Currently, we send a single SIGKILL to the shim process
once and then we spin in a loop where we use kill(pid, 0)
to detect when the pid has disappeared completely.

Unfortunately, this has a race condition since pids can be reused causing us
to spin in an infinite loop when that happens.

This adds a timeout to this loop which logs a warning and exits the
infinite loop.

Signed-off-by: Ashray Jain <ashrayj@palantir.com>
---
 runtime/v1/shim/client/client.go | 20 +++++++++++++++-----
 1 file changed, 15 insertions(+), 5 deletions(-)

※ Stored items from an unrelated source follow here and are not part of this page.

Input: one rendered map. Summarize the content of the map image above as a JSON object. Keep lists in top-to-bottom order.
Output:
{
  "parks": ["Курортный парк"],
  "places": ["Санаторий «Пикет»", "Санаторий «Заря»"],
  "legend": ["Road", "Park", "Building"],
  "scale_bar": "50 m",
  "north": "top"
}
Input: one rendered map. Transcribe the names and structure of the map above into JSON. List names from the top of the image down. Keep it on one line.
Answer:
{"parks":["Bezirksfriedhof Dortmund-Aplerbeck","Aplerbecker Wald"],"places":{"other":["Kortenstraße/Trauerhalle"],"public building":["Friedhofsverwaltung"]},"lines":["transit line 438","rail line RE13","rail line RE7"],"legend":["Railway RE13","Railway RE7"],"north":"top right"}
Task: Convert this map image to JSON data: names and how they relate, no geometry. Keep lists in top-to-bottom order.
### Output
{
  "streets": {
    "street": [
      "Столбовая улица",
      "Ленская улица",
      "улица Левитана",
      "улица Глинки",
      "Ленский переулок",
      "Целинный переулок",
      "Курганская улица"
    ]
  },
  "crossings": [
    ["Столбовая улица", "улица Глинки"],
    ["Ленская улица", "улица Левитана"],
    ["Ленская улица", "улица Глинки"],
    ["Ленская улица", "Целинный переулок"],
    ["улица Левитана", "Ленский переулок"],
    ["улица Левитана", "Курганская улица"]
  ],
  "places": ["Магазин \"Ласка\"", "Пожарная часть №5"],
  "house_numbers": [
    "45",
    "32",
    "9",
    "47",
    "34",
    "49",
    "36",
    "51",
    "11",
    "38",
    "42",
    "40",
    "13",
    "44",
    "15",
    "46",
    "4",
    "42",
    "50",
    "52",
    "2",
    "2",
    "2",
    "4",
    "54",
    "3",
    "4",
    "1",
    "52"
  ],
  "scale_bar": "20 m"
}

diff --git a/runtime/v1/shim/client/client.go b/runtime/v1/shim/client/client.go
index 116e84083..562ee6ca4 100644
--- a/runtime/v1/shim/client/client.go
+++ b/runtime/v1/shim/client/client.go
@@ -324,21 +324,31 @@ func (c *Client) signalShim(ctx context.Context, sig syscall.Signal) error {
 	select {
 	case <-ctx.Done():
 		return ctx.Err()
-	case <-c.waitForExit(pid):
+	case <-c.waitForExit(ctx, pid):
 		return nil
 	}
 }
 
-func (c *Client) waitForExit(pid int) <-chan struct{} {
-	c.exitOnce.Do(func() {
+func (c *Client) waitForExit(ctx context.Context, pid int) <-chan struct{} {
+	go c.exitOnce.Do(func() {
+		defer close(c.exitCh)
+
+		ticker := time.NewTicker(10 * time.Millisecond)
+		defer ticker.Stop()
+
 		for {
 			// use kill(pid, 0) here because the shim could have been reparented
 			// and we are no longer able to waitpid(pid, ...) on the shim
 			if err := unix.Kill(pid, 0); err == unix.ESRCH {
-				close(c.exitCh)
 				return
 			}
-			time.Sleep(10 * time.Millisecond)
+
+			select {
+			case <-ticker.C:
+			case <-ctx.Done():
+				log.G(ctx).WithField("pid", pid).Warn("timed out while waiting for shim to exit")
+				return
+			}
 		}
 	})
 	return c.exitCh